I think it’s a big problem because many people do crime because they are poor or don’t have a solid family unit. Once they get into the system we don’t provide resources to rehab them but basically train them to become criminals. Or when they get out even if they satisfy what society asks of them, we make it really hard to recover with a felony on their record. https://www.nytimes.com/2018/10/16/magazine/felon-attorney-c...
being able to skip town and move somewhere else is good if you've refused to fight a duel of honor or sent love letters to someone of the same sex, not so good if you've killed a few people.
True. It had defects; however, I think for serious crimes they’d attempt to catch the person (Wanted postings), but for less serious things they would ostracize them and have them pack their bags.
I have yet to encounter a single person IRL that wants to live in a society where the authorities know their exact location at all times (yeah yeah cell phones are gps trackers, whatever, you can leave them at home but you can't leave your face).
Or other private citizens. What’s stopping someone from creating a mesh of ring cameras and using photos scraped from social profiles to let individuals track one anothers‘ whereabouts in real time?
Technically? Nothing. Legally, this would be huge privacy incursion. In the EU, we have, among other things, (usually constitutional) right to privacy, anti-harassment and anti-stalking laws etc.
Also logistically, it is nearly impossible. The idea falls apart when attempting comprehensive surveillance. There is simply too much noise and too much uncertainty from the low quality, at distance, uneven illumination video. I write FR software, and large installations typically fall apart because the humans are simply too lazy, they delegate too much that should not be delegated, they are lax and frankly incompetent. Outside of developing tech orgs, FR is too complicated for under-educated persons like the police. At minimum, you need to understand probabilities better than a typical consumer.
How does cross-camera object tracking fare? Don't need to recognize someone if you can follow them until you see their face or their car or destination clearly.
I wouldn't have a huge problem with it in particular not if it includes the authorities themselves.
I used to see privacy as empowering but I've changed my opinion more and more to seeing transparency as more important, across multiple dimensions, not just policing.
Whether it's tax avoidance and financial havens, human trafficking scandals, sexual abuse victims being empowered by social media to communicate and hold people accountable, watching the police (very relevant), it seems more and more to me that privacy is mostly a tool for the individually powerful whereas transparency is a tool for collective action and impartiality.
For all I know I'm being tracked in that way by satellite already.

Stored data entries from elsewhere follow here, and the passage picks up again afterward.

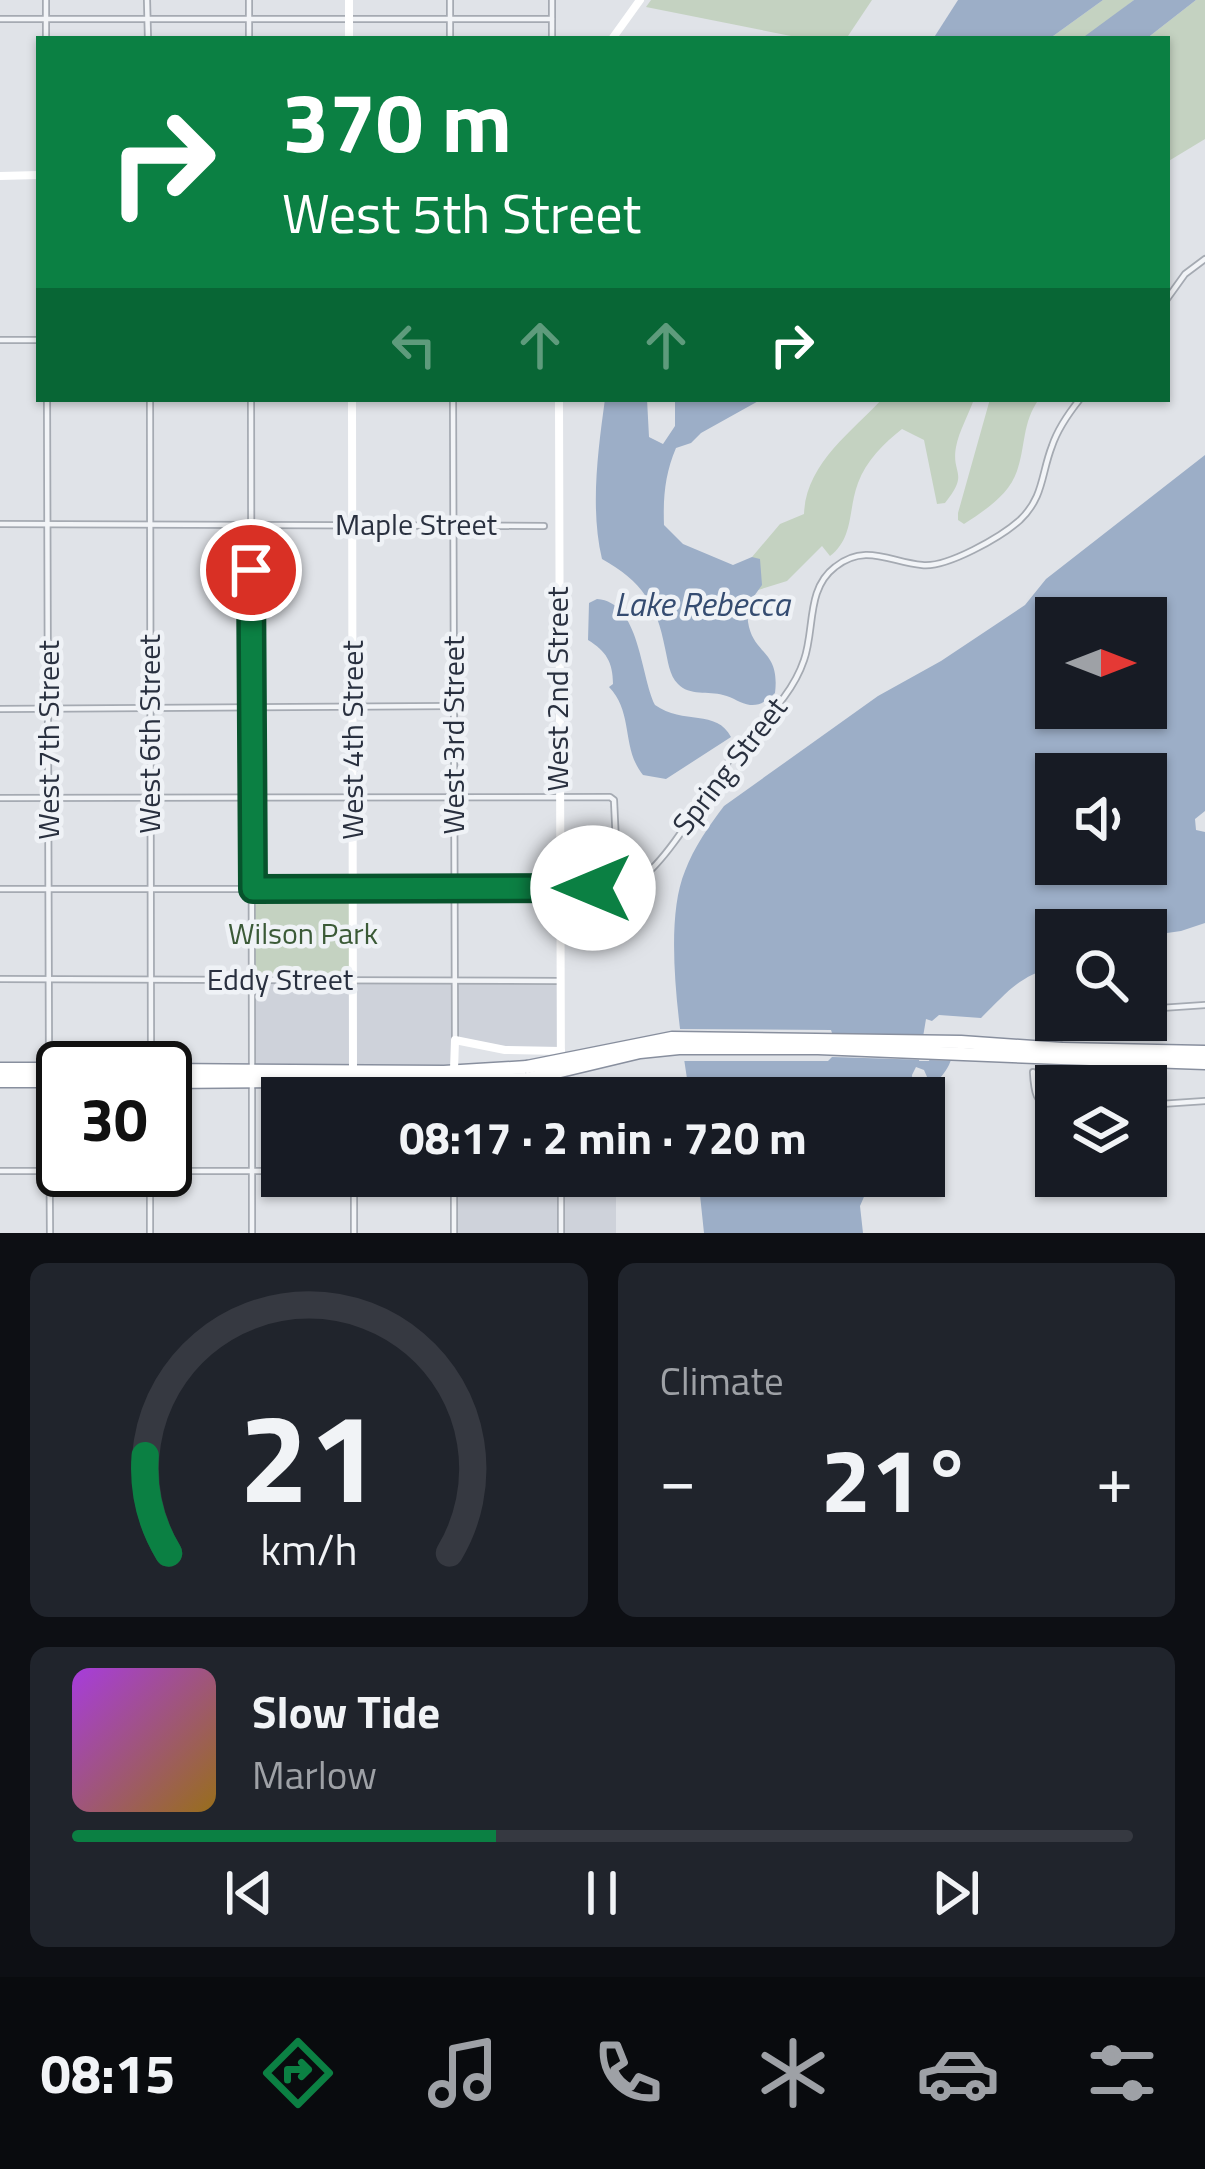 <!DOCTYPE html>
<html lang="en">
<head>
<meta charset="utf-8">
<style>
  body { margin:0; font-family:"Titillium Web",sans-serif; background:#20242c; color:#f1f3f6; height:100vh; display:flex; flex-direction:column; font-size:45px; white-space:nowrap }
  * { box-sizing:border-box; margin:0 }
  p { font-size:39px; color:#9ea1a6 }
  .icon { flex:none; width:66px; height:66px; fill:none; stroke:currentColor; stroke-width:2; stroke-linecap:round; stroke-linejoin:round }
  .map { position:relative; height:1233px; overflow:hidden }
  .sheet { display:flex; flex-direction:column; gap:30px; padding:30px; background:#0d0f14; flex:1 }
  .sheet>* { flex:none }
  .hud { position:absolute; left:36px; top:36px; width:1134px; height:366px; border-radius:0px; box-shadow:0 3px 9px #0004; background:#0b8043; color:#fff; overflow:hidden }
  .needle { width:78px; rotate:90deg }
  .fabs { position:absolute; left:1035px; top:597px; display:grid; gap:24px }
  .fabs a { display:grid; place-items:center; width:132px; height:132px; border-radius:0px; background:#171b24; box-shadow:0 3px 9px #0004; font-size:60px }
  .speed { position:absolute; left:36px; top:1041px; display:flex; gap:24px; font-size:60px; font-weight:700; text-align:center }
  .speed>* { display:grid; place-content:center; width:156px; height:156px; border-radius:50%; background:#171b24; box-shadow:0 3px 9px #0004; line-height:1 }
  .speed .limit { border:6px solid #111; border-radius:18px; background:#fff; color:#111 }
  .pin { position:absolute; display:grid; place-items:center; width:102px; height:102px; color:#fff; margin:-51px; border:6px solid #fff; border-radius:50%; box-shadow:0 3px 12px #0007 }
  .me { position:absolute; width:132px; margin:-66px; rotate:270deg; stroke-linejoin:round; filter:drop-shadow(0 0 9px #0008) }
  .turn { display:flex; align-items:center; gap:42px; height:252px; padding:0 48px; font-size:54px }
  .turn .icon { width:156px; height:156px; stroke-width:2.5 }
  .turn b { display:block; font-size:84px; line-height:102px }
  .lanes { display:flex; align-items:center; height:114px; padding:0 48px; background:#0003; justify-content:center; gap:60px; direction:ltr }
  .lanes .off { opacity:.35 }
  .big { font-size:90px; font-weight:700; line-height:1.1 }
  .sheet .card { flex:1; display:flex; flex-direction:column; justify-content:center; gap:18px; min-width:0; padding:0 42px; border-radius:18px; background:#20242c }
  .sheet .dial { align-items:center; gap:0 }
  .dial svg { height:312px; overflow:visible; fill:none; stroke:#363941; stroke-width:7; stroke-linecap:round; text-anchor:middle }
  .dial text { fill:#f1f3f6; stroke:none }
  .song { display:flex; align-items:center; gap:36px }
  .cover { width:144px; height:144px; border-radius:18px; background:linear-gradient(135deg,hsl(280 70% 55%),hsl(40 70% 35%)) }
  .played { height:12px; border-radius:6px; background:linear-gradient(90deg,#0b8043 40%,#363941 40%) }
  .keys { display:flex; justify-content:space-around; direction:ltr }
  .heat { display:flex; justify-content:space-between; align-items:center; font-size:66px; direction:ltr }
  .sheet .tiles { flex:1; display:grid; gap:30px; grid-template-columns:1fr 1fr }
  .card:last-child { grid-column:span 2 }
  .trip { position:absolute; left:261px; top:1077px; width:684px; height:120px; border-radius:0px; background:#171b24; box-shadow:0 3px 9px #0004; font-weight:700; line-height:120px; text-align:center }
  .tabs { display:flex; height:192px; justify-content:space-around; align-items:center; background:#090b0e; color:#9ea1a6 }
  .tabs .icon { width:84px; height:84px }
  .tabs .selected { color:#0b8043 }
  .tabs b { font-size:54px; color:#f1f3f6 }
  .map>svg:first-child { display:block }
</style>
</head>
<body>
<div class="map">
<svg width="1205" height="1233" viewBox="0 0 1205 1233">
  <rect width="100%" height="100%" fill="#e0e3e8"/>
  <g fill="#ced2da">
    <polygon points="252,980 560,981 561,1051 505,1050 456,1040 450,1067 252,1070"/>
    <rect x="454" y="1176" width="162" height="57"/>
  </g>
  <g fill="#c4d2c1">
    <polygon points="651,0 872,0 846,39 806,39 646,7"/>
    <polygon points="1103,0 1134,0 1088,36 1049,39"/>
    <polygon points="1196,0 1205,0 1205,139 1167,162 1167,39 1146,39"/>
    <path d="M882,399H974C969,414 959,431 956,447C951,475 970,472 945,503L937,504L924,440L902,429C884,443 866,461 858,483C848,509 854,538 830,556L822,546L787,581L755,591L752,557L780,524L804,514C806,463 852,432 882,399Z"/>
    <path d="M990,399H1039C1022,423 1026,445 1017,471C1009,495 984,511 964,524L958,520V513Z"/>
    <polygon points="353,888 354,979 252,979 253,889"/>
  </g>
  <g fill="#9caec7" fill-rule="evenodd">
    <polygon points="958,0 1103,0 1049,39 933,39"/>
    <polygon points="1134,0 1196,0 1146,39 1081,39"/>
    <path d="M605,399H647L649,437L663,444L675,426V399H762L701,433L691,443L676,448C665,474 663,497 664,525L683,544L733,565L752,557L760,559L762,585L747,606C748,613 747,620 749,627C756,655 780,652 775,693C767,700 761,706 750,705C741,704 733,697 723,695C709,691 689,696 678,684C669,675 668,661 665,648C657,605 642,581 602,559C590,509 598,450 605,399Z"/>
    <path d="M1205,455V811L1195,819L1196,830L1205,832V923L1181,931L1146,936V930H1056V966C1017,977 1008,992 981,1018L939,1015L932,1021L926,1019L919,1061H929L937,1042L947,1036L955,1037C954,1059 948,1073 931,1086L924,1070L916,1067L912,1075L914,1098H690C681,1039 662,926 685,871C694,847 709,826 724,806L878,696L941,661L1025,605L1046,579ZM1056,618H1146V708H1056ZM1056,774H1146V864H1056Z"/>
    <path d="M597,599C640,602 640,674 655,705C683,725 717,709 731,737L666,779L643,775C621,748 634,713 609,687L613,684C613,662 606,651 588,640L589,603Z"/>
    <polygon points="698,1176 873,1176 860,1206 863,1233 704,1233"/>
  </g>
  <polygon fill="#e0e3e8" points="675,1029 831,1030 832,1033 963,1041 960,1061 832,1057 828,1061 678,1061"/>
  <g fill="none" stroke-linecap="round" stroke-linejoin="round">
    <g stroke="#a5aab2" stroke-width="8">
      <g id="street">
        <polyline points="147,0 148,39"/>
        <polyline points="249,0 249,39"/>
        <polyline points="450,0 450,39"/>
        <polyline points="552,0 552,39"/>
        <polyline points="0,19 552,19"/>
        <polyline points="46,39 46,0"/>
        <polyline points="1167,299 1185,274 1205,259"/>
        <polyline points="0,340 39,340"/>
        <polyline points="47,399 49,1065"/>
        <polyline points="150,399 151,1068"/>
        <polyline points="251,399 252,1065"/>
        <polyline points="453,399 455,1040"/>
        <polyline points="0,524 544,526"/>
        <polyline points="0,709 453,706"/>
        <polyline points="0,798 610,797 614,800 618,888"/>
        <path d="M0,889H559C585,888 618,893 640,879C669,859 706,793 728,762C754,727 790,702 804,660C815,629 806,589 835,567C865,543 890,562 922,565C947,568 1001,537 1020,520C1044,497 1041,474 1052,446C1058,428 1068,414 1080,399"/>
        <polyline points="0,979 560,981"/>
        <polyline points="1146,1009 1205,1005"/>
        <polyline points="1040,1036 1046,1030 1087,1020"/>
        <path d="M1033,1072C1034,1090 1035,1106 1056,1110"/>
        <polyline points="353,1082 354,1098"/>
        <polyline points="49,1083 50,1233"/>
        <polyline points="252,1083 252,1233"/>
        <polyline points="1146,1105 1205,1101"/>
        <polyline points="150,1170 150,1233"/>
        <polyline points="0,1171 282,1171"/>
        <polyline points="454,1176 454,1233"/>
        <polyline points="354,1233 354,1176"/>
        <polyline points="561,1233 561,1176"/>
      </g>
    </g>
    <g stroke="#888f9e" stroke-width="15">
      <g id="highway">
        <polyline points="1062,1049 1205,1052"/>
        <polyline points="1061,1058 1205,1063"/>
        <polyline points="0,1069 63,1069"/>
        <polyline points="165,1070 444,1072 527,1067"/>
        <polyline points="0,1081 63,1081"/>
        <polyline points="165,1082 527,1079"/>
      </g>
    </g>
    <use href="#street" stroke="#f2f4f7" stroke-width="4.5"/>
    <g stroke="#fff" stroke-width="8">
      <polyline points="349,39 349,0"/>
      <polyline points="612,39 640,0"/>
      <polyline points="0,176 39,175"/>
      <polyline points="352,399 353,1074"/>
      <polyline points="559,399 561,1098"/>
      <polyline points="454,1070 455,1040 505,1050 561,1051"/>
      <polyline points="454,1082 454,1098"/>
    </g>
    <use href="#highway" stroke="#fff" stroke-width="12"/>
    <g stroke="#888f9e" stroke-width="15" stroke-linecap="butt">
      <g id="highway-bridge">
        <polyline points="527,1067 672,1038 961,1042 1062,1049"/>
        <polyline points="527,1079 640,1052 679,1048 818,1048 1061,1058"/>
      </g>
    </g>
    <use href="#highway-bridge" stroke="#fff" stroke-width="12"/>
  </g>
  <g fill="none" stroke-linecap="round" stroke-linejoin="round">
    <g stroke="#07532c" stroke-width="30">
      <polyline id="route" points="251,570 253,889 593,888"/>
    </g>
    <use href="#route" stroke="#0b8043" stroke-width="21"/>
  </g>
  <g text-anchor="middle" stroke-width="9" stroke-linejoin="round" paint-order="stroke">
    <g font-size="30" fill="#29303f" stroke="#eff2f6">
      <text x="416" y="535">Maple Street</text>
      <text transform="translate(558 689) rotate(-90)" y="10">West 2nd Street</text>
      <text transform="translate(150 734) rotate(-90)" y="10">West 6th Street</text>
      <text transform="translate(454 735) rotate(-90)" y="10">West 3rd Street</text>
      <text transform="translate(49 740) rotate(-90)" y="10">West 7th Street</text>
      <text transform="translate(353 740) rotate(-90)" y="10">West 4th Street</text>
      <text transform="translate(730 766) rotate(-52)" y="10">Spring Street</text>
      <text x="280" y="990">Eddy Street</text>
    </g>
    <g font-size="30" fill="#3b5a37" stroke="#eff2f6">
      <text x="303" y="944">Wilson Park</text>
    </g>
    <g font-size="33" font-style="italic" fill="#354c71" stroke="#eff2f6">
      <text x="702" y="616">Lake Rebecca</text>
    </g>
  </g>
</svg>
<div class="fabs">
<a><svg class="needle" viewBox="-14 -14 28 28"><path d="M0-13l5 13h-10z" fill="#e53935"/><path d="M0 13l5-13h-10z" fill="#9ea1a6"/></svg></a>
<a><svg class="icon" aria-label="sound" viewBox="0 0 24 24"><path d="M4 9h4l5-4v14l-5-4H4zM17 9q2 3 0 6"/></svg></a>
<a><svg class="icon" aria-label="search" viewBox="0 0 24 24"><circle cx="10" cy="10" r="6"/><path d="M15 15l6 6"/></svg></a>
<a><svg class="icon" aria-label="layers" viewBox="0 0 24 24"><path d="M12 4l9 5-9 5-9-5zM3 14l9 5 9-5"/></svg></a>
</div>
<div class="speed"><div class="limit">30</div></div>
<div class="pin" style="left:251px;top:570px;background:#d93025"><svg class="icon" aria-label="arrive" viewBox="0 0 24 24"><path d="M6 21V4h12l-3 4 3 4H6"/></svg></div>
<svg class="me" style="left:593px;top:888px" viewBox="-20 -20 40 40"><circle r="19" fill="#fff"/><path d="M0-13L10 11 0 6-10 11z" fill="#0b8043"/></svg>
<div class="trip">08:17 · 2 min · 720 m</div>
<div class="hud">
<div class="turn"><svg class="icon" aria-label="right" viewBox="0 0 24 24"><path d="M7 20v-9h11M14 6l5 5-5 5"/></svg><div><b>370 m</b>West 5th Street</div></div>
<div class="lanes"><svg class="icon off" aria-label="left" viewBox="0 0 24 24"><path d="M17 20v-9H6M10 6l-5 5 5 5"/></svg><svg class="icon off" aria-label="ahead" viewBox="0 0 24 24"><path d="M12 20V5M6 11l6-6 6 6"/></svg><svg class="icon off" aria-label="ahead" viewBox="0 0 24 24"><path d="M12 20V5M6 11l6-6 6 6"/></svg><svg class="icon" aria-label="right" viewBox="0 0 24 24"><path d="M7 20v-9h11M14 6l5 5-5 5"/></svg></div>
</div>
</div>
<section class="sheet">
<div class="tiles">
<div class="card dial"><svg viewBox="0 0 100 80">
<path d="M14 69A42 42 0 1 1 86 69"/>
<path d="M14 69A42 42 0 0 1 8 44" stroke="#0b8043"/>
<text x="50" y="56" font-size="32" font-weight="700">21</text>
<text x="50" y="72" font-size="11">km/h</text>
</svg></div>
<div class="card"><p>Climate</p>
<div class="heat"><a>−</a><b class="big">21°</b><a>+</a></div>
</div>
<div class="card">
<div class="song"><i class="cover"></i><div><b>Slow Tide</b><p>Marlow</p></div></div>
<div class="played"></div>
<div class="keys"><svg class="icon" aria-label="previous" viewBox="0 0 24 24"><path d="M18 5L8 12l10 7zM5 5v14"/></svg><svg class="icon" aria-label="pause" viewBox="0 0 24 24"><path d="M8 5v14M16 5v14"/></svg><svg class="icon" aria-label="next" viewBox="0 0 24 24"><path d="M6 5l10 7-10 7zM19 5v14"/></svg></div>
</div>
</div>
</section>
<nav class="tabs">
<b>08:15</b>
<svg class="icon selected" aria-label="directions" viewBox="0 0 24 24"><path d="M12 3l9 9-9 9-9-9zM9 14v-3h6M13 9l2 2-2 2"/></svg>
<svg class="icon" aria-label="music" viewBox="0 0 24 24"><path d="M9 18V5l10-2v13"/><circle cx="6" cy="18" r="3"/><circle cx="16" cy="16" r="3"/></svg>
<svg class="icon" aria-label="phone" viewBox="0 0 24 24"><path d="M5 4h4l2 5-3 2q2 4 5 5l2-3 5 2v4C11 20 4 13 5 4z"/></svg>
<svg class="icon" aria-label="climate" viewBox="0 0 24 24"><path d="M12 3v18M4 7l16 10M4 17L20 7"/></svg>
<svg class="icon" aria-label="car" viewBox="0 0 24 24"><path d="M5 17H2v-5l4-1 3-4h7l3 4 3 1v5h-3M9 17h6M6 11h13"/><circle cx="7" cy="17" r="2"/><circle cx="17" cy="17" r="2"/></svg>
<svg class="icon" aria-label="filters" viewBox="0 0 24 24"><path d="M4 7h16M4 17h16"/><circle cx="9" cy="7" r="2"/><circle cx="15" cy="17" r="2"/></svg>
</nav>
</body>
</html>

It's only when things become operative, of someone harasses you or something ... but then they'd be easily traced and prosecuted.
Especially, even if one were to assume the current government were a perfectly democratic one who would use technical abilities only for good, who can guarantee this for a government 8 years down the line?
To be honest I had expected the GOP to come up with ... let's say substandard candidates, but Trump is on a level no one would ever have thought possible. And there are people way, way more authoritarian than him in this party.
Because many people are ok with mass-survielince as long as long as it's used fairly. The problem they see with this tech isn't that it's going to create the kind of world we don't want to live in but that it unfairly targets minorities and/or the poors more than other people. They don't understand that it can never be fair because the institutions that run it can never be fair because there will always be out-groups because that's how human nature works and they will get disproportionately screwed unless we limit the ability of the majority to screw them.